#### Task to carry out
All that should come back is the lines of the data below from the one containing "thumb ip: (1201, 1083)" to the one containing "pinky pip: (1234, 1052)", inclusive, exactly as they stand.
-*-*-
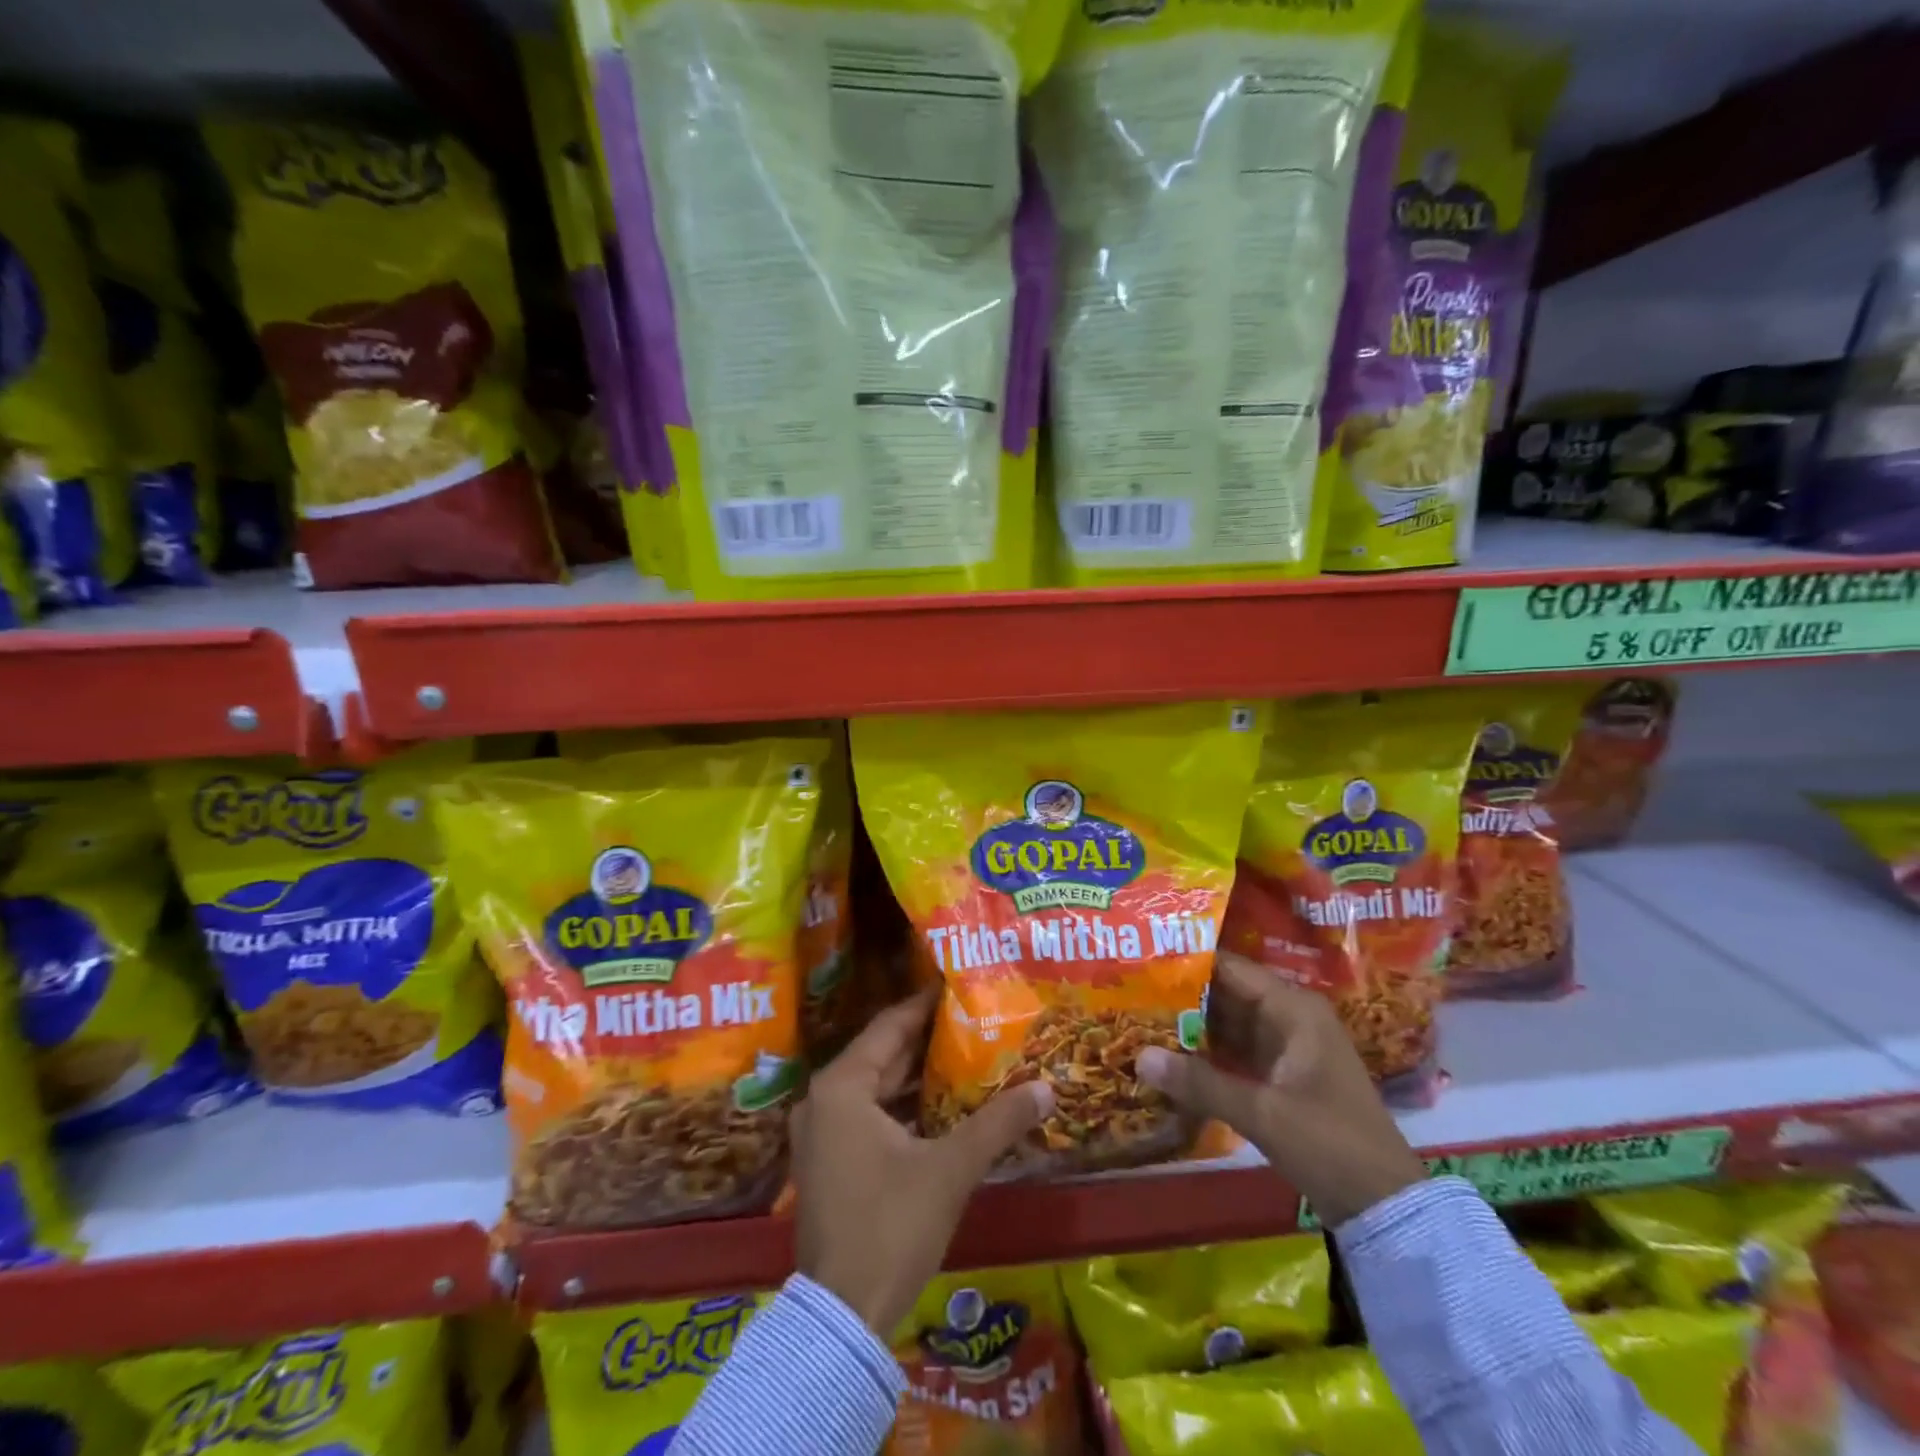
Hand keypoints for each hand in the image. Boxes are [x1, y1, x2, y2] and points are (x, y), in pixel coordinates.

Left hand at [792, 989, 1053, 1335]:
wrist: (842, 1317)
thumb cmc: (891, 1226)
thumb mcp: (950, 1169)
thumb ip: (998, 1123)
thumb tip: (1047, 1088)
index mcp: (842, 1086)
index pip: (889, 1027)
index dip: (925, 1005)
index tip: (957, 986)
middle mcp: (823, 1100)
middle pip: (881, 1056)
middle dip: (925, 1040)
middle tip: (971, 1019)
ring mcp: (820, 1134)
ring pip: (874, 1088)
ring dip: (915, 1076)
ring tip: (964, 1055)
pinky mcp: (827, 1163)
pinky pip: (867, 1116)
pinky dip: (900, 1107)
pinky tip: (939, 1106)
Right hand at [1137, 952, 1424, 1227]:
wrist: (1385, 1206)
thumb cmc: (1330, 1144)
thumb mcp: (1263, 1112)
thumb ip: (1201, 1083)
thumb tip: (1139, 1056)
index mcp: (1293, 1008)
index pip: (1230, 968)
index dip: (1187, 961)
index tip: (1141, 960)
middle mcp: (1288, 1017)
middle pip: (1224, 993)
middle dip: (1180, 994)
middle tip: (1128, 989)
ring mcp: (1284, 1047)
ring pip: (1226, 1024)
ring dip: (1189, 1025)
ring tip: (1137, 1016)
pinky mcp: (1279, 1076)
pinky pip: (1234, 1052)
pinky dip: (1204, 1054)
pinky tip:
-*-*-
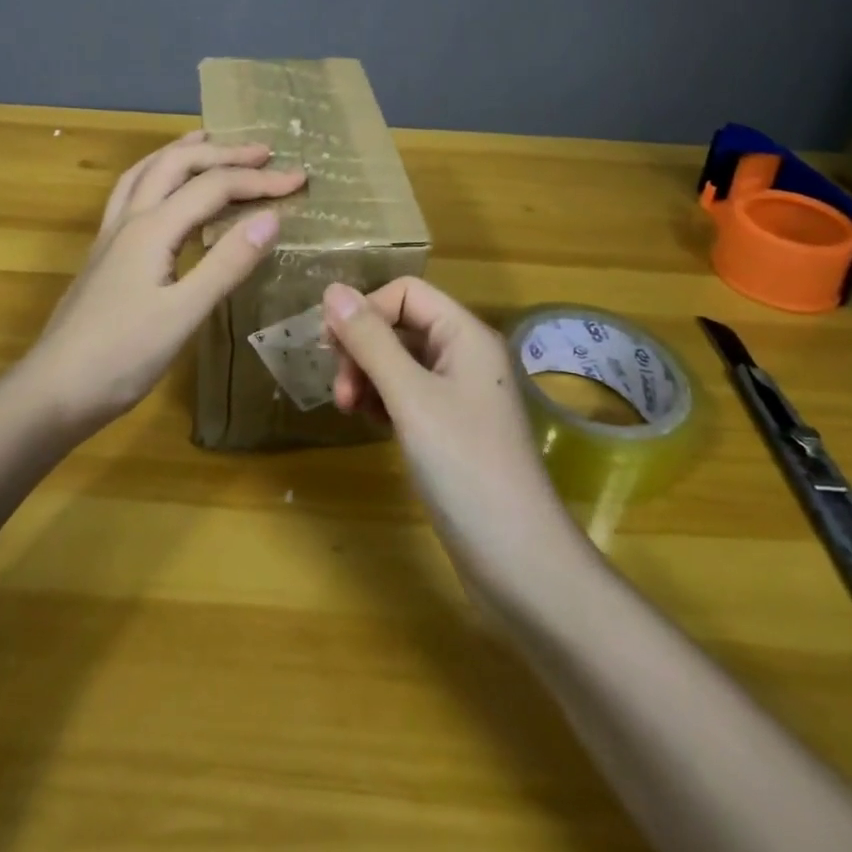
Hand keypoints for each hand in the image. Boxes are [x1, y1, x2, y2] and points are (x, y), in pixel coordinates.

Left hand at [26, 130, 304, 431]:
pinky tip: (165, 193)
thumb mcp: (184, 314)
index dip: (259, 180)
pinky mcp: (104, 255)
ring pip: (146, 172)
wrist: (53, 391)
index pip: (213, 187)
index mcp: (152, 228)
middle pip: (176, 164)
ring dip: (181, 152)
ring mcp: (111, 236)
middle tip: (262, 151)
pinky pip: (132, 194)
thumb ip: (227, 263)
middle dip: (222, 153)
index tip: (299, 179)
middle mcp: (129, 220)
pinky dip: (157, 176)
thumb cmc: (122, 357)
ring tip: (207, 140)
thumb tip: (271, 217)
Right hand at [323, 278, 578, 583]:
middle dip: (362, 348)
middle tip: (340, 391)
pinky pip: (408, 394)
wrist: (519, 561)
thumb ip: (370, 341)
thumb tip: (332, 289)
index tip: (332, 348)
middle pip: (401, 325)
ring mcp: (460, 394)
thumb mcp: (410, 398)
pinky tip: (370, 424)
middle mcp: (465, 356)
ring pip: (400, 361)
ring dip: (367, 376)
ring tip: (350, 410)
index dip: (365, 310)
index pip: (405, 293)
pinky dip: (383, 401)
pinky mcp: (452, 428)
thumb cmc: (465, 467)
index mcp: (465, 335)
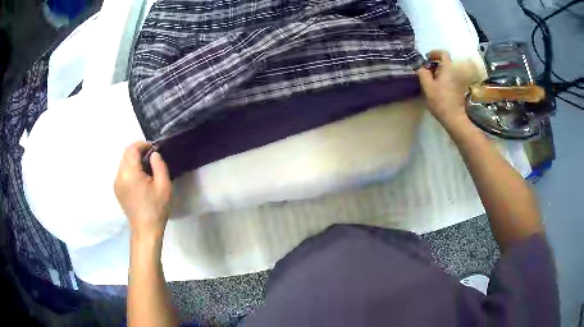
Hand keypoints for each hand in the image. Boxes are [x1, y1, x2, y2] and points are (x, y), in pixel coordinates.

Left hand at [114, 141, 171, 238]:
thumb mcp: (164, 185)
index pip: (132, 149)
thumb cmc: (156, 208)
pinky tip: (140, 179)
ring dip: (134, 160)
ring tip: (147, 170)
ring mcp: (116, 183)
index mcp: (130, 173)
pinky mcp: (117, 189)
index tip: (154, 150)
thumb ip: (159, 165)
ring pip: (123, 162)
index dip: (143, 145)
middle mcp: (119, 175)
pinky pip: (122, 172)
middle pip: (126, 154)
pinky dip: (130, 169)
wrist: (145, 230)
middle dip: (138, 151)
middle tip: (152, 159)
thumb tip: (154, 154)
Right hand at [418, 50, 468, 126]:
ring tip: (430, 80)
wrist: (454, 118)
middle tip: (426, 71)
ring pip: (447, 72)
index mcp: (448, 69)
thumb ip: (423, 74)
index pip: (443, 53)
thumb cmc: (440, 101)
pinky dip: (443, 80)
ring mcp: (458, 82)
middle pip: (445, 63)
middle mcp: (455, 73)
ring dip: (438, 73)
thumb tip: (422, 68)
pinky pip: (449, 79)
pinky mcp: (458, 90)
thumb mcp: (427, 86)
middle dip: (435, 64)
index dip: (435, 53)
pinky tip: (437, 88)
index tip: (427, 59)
-*-*-
#### Answer to this exercise
thumb ip: (1201, 1083)
thumb tip: (1139, 1056)
index mcp: (1293, 1008)
index pip: (1230, 968)
index dip: (1187, 961)
index tip: (1141, 960)
middle mcp: (1288, 1017)
middle pip: (1224, 993)
middle dip: (1180, 994)
middle tip: (1128, 989)
ring mcp: (1284, 1047)
ring pip: (1226, 1024)
ring dip: (1189, 1025)
ring tip: (1137, 1016)
pinky mcp: (1279, 1076)
pinky pip: (1234, 1052)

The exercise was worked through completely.